Vor gut zwölf Jahren habe ich den Initiator von "Hunde helfen Menschen" in Würzburg kennengelernt, und die Idee ist mir nicht mehr aus dem Kopf gegangen. Dazu kommt sicher auch, dass man in einem bestimmten Alter sozialer denkt. Zu Beginn, vor zehn Jahren, als unser Verein entstand, hatten wir vor allem ältere Mitglieder. Inzwischen kommen aber auch viele Jüngere, hauptsächlich Frauen. Die stellen auch klar die Mehrheit im Verein. Ich glaube, dass Frauen insgesamt fürsorglicher denken als Männer und dass sie sich deshalb für unseren Vereinszweck begeistern können.

Brauchen denn Mensch und Hund dafür eine besondere Qualifikation beziehungsweise eine spezielle Ausbildung?

Ja, absolut. Wenn sich ein Hundebesitzer bei uns meldet, treffe ich mich zuerst mit ihm. Wir checken immer vorher ab, ob alles passt. Vor dem ersten Besuch ist dann auch ein Eignungstest zu absolvieren. Wichtig beim Hund ist, dass ein Grundgehorsam da ist, dass er nicht aggressiv ist und dass er gerne unter Menschen ist und sich auch streicheln lässt. Wenn ein Tier dann auch noch Kunststückchen beherrscht, ist das schön, aber nicht wichtig.

Gibt es für diesen Besuchsdienst besonders begabte Hunde?

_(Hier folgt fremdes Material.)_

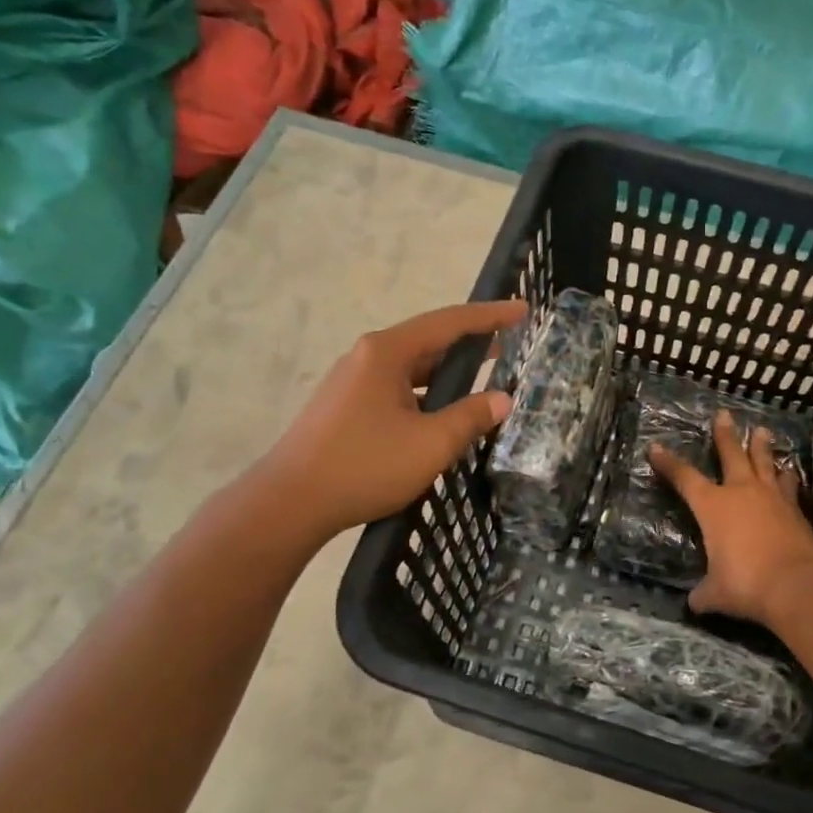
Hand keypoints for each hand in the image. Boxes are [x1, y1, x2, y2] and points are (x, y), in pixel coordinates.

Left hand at [258, 300, 525, 544]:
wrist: (290, 502)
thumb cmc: (364, 466)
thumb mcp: (431, 443)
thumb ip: (471, 417)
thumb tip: (502, 399)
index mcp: (387, 352)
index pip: (449, 322)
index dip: (490, 316)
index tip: (522, 310)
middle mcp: (367, 356)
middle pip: (428, 340)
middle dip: (469, 343)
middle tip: (508, 346)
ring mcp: (352, 382)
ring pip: (410, 367)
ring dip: (446, 372)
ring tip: (480, 380)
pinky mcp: (344, 407)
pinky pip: (395, 388)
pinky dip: (425, 392)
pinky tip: (439, 414)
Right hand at [649, 409, 812, 626]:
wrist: (796, 586)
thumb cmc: (745, 584)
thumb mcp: (714, 593)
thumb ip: (703, 593)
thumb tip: (696, 603)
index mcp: (713, 506)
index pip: (684, 478)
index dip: (668, 462)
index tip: (655, 447)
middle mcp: (741, 492)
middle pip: (731, 454)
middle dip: (725, 434)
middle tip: (724, 414)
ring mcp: (772, 498)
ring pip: (765, 463)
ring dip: (762, 447)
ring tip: (763, 431)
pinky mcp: (795, 511)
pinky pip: (788, 485)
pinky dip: (786, 477)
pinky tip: (789, 473)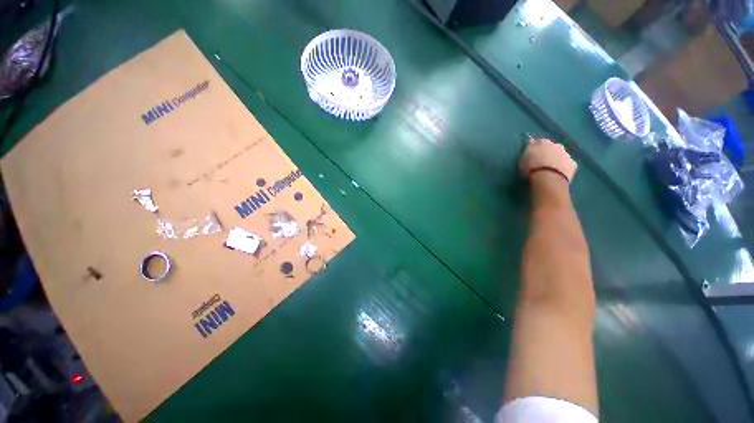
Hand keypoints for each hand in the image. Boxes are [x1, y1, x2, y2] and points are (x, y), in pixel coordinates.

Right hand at [519, 138, 576, 182]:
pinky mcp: (573, 164)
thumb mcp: (523, 158)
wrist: (549, 178)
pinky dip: (564, 166)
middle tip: (541, 159)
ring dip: (556, 158)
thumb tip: (531, 141)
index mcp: (543, 142)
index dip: (535, 146)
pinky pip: (568, 164)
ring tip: (550, 166)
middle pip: (551, 146)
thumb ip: (528, 149)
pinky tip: (559, 172)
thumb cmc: (531, 168)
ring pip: (561, 154)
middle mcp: (556, 145)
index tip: (531, 151)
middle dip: (548, 151)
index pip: (538, 141)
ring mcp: (566, 154)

Labrador und Golden Retriever sind vom Wesen her besonders freundlich und ruhig. Ich selbst habe einen Wolfsspitz. Der ist auch sehr freundlich, aber er kann auch ein bisschen nervig sein. Vor allem für schwerbehinderte Menschen kann er zu temperamentvoll sein. Grundsätzlich ist jeder Hund geeignet, wir hatten sogar schon Kampfhunde.

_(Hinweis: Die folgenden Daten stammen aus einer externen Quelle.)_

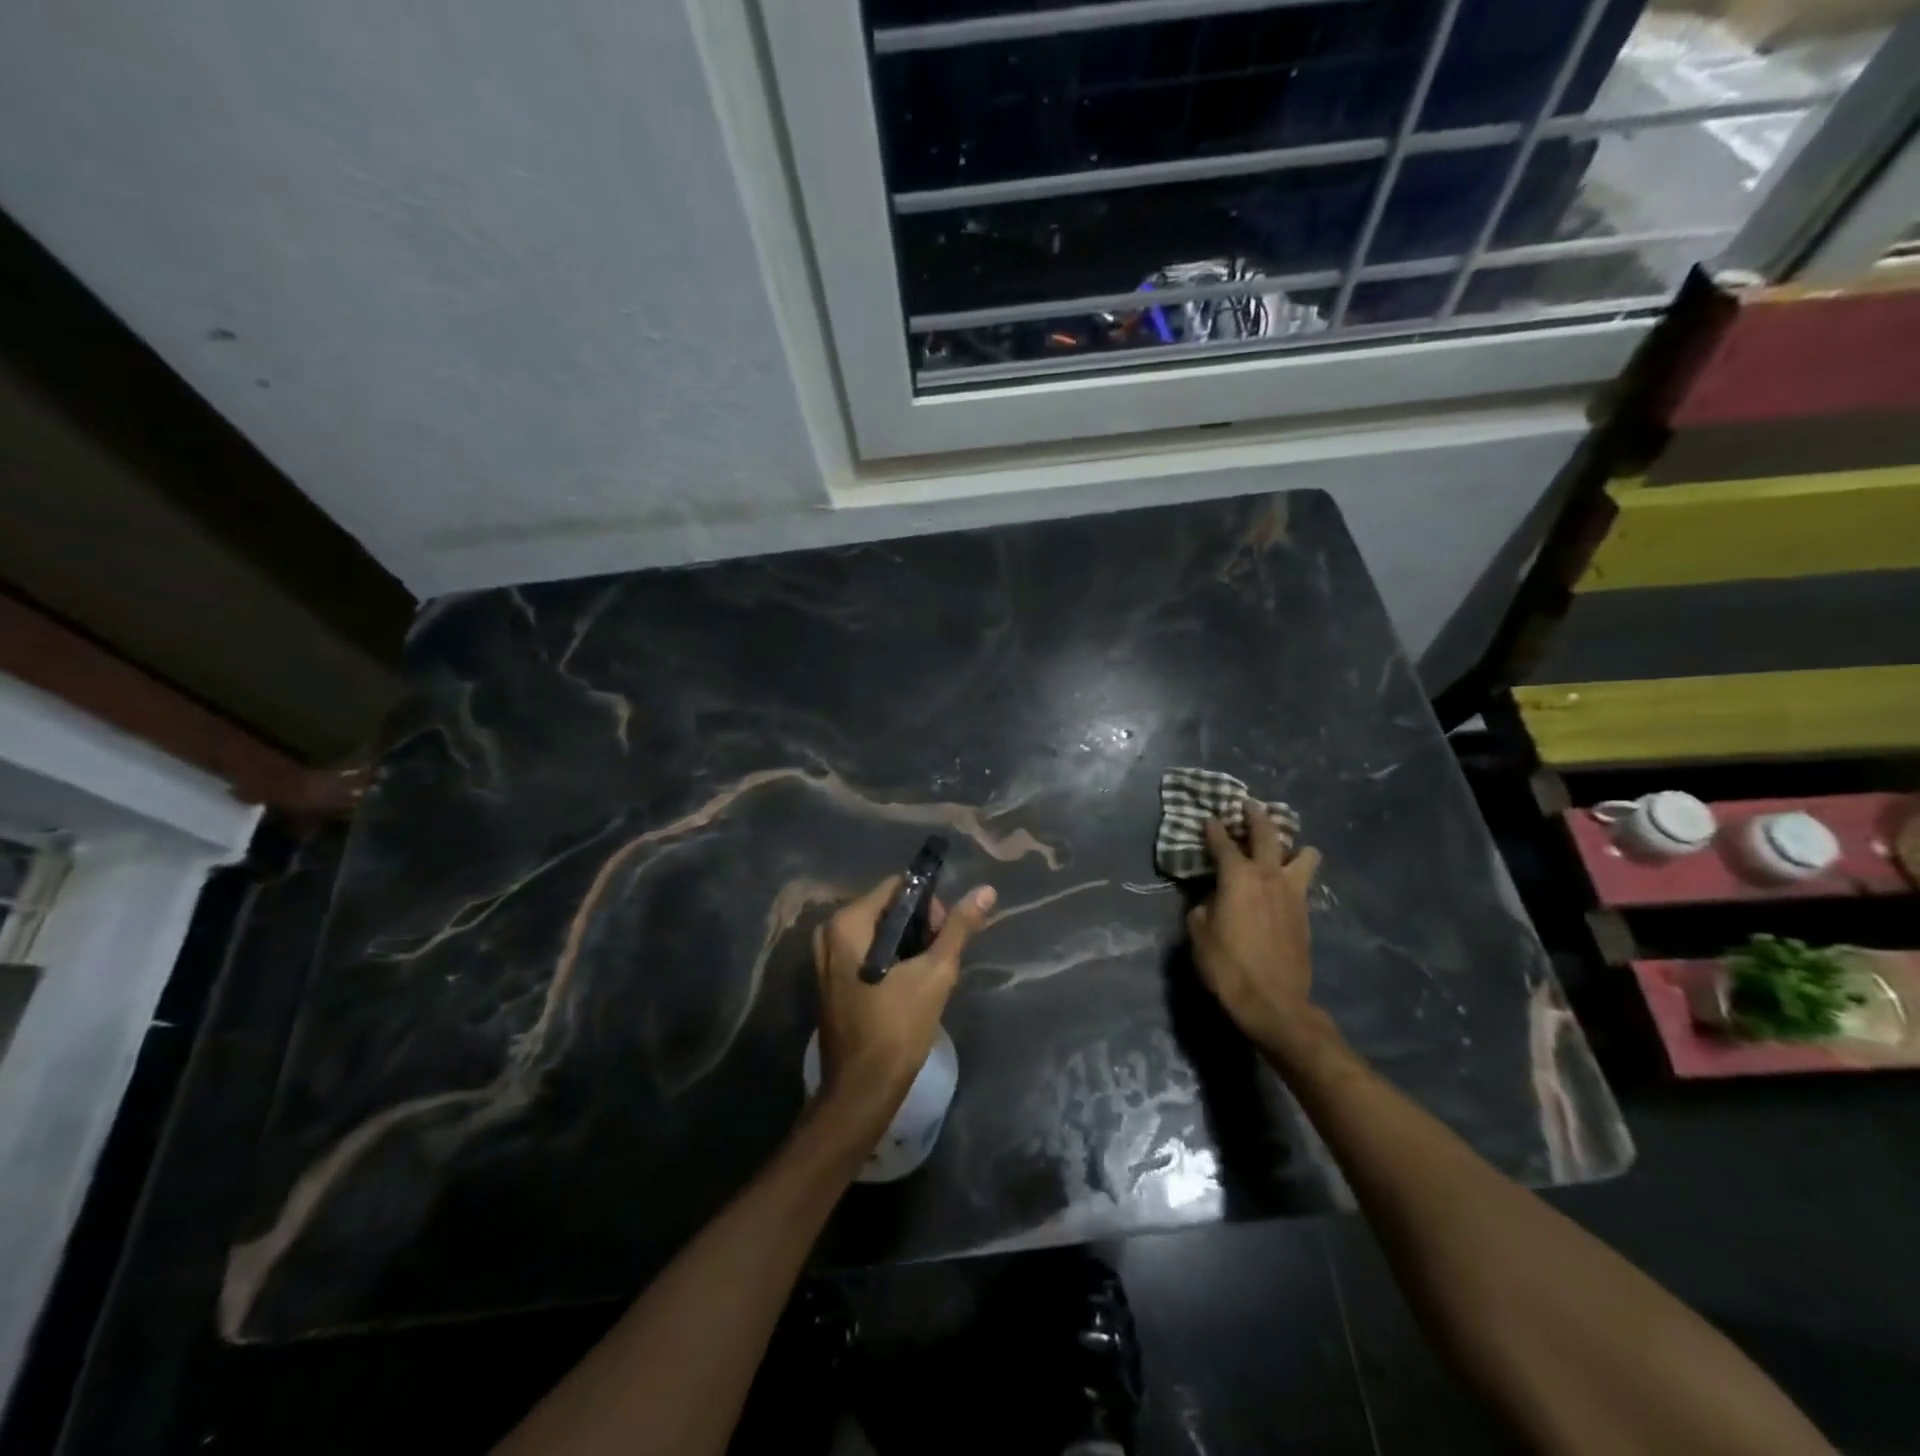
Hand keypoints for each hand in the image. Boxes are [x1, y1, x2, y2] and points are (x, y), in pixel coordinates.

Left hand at [811, 875, 996, 1128]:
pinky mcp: (830, 980)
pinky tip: (908, 985)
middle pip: (887, 908)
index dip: (928, 904)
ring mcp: (825, 957)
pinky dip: (890, 960)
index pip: (897, 887)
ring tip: (927, 974)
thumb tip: (986, 890)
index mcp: (847, 922)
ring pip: (878, 932)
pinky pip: (865, 952)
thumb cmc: (898, 1027)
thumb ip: (959, 928)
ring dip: (907, 945)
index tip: (945, 936)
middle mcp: (828, 932)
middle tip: (939, 958)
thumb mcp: (936, 973)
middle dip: (919, 926)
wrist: (862, 1090)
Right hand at [1185, 802, 1321, 1045]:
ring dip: (1292, 845)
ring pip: (1303, 854)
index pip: (1222, 843)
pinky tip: (1286, 881)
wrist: (1274, 1002)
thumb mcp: (1199, 933)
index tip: (1209, 818)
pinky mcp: (1306, 913)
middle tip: (1249, 805)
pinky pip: (1304, 880)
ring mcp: (1293, 893)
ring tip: (1282, 847)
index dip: (1213, 829)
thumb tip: (1211, 898)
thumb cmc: (1227, 966)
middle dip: (1256, 816)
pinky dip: (1296, 873)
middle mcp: (1268, 875)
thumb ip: (1203, 906)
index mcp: (1237, 877)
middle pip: (1267, 833)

Bekommen die Hunde bei den Besuchen eine besondere Belohnung?

Natürlich arbeiten wir mit Leckerlis. Die sind wichtig, um Berührungsängste abzubauen, speziell wenn man zu älteren Menschen geht. Gibt man ihnen ein solches Leckerli zum Füttern, dann entsteht sehr schnell die richtige Beziehung zum Hund.

Und wie ist es mit der Belohnung für Ihre Mitglieder?

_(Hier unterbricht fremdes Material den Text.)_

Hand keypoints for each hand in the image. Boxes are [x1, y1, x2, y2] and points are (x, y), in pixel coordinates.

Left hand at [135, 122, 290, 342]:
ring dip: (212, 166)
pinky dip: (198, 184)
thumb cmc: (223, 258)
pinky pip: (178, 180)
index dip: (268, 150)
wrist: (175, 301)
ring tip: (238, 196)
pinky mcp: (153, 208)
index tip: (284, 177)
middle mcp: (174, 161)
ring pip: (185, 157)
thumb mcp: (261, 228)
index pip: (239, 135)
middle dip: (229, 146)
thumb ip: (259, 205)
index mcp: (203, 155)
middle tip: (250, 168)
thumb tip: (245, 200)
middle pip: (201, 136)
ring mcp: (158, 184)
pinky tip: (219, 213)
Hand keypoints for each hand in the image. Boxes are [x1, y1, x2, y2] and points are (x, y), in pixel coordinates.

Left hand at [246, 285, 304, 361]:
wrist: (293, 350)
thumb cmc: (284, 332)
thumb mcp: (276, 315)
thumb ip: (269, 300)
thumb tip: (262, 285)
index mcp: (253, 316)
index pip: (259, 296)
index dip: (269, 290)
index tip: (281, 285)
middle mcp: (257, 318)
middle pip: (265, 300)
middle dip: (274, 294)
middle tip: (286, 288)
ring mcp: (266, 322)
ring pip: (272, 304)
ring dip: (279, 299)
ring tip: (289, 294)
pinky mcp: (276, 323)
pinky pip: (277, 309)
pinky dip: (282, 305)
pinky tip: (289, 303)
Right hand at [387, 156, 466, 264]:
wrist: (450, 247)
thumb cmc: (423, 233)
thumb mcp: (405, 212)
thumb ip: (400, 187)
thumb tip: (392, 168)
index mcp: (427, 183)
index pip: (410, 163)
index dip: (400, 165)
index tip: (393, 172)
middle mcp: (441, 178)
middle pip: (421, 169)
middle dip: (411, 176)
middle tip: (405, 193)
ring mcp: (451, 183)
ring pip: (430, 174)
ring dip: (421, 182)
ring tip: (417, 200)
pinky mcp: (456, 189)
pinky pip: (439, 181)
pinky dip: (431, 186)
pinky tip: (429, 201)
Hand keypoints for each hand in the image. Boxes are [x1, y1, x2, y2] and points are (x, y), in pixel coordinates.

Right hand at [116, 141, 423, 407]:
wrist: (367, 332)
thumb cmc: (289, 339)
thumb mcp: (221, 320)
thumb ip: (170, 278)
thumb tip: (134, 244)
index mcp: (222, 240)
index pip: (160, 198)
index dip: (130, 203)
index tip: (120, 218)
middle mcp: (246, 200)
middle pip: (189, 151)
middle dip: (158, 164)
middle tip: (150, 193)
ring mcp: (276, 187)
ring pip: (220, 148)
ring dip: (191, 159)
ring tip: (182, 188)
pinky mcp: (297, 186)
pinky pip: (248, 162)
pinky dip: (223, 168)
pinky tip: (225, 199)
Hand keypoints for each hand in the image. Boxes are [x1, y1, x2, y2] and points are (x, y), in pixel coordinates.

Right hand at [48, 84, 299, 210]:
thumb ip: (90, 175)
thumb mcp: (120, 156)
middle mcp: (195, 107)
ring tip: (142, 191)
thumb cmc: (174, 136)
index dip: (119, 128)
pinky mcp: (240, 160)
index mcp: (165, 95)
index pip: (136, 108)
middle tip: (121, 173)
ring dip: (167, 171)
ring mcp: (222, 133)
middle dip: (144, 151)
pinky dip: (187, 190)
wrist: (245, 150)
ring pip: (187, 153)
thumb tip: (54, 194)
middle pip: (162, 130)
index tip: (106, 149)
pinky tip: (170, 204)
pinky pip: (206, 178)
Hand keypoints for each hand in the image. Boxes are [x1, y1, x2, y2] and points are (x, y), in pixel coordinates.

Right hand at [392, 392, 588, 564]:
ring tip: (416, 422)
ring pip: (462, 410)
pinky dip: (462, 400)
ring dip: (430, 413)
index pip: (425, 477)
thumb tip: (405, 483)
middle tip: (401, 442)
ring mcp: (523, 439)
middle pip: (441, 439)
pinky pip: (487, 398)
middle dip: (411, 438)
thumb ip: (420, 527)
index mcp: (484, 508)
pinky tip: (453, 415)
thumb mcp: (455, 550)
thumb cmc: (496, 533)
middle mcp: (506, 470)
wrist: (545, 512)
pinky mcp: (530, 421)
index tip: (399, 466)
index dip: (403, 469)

Wir machen das alles ehrenamtlich. Zuerst ist da einmal die Freude, die wir den Besuchten bereiten. Und der Verein veranstaltet Feste und auch Ausflüge. Außerdem werden unsere Mitglieder zum Beispiel auch von der Aktion "München dankt" eingeladen.

Die Terminliste des Vereins ist lang, ständig kommen neue Anfragen dazu. Ist das zu bewältigen?

Grundsätzlich bejahen wir jede Anfrage, aber immer mit dem Zusatz, dass es dauern kann. Unter den Mitgliedern gibt es welche, die gehen ein paar Mal in der Woche zu solchen Besuchen. Minimum ist ein Besuch in vier Wochen. Inzwischen absolvieren wir rund 300 Besuche im Monat. Wir freuen uns natürlich über jedes neue Mitglied, noch ist diese Arbeit zu schaffen.

Zum Schluss muss die Frage erlaubt sein: Hat denn schon einmal ein Hund zugebissen?

Nein, in den zehn Jahren, seit der Verein besteht, ist das noch nie passiert. Für den Fall des Falles sind wir aber versichert. Wir arbeiten mit gehandicapten Menschen, da könnte schon einmal ein Sturz passieren. Doch es ist noch nie vorgekommen, dass ein Hund auch nur gezwickt hätte.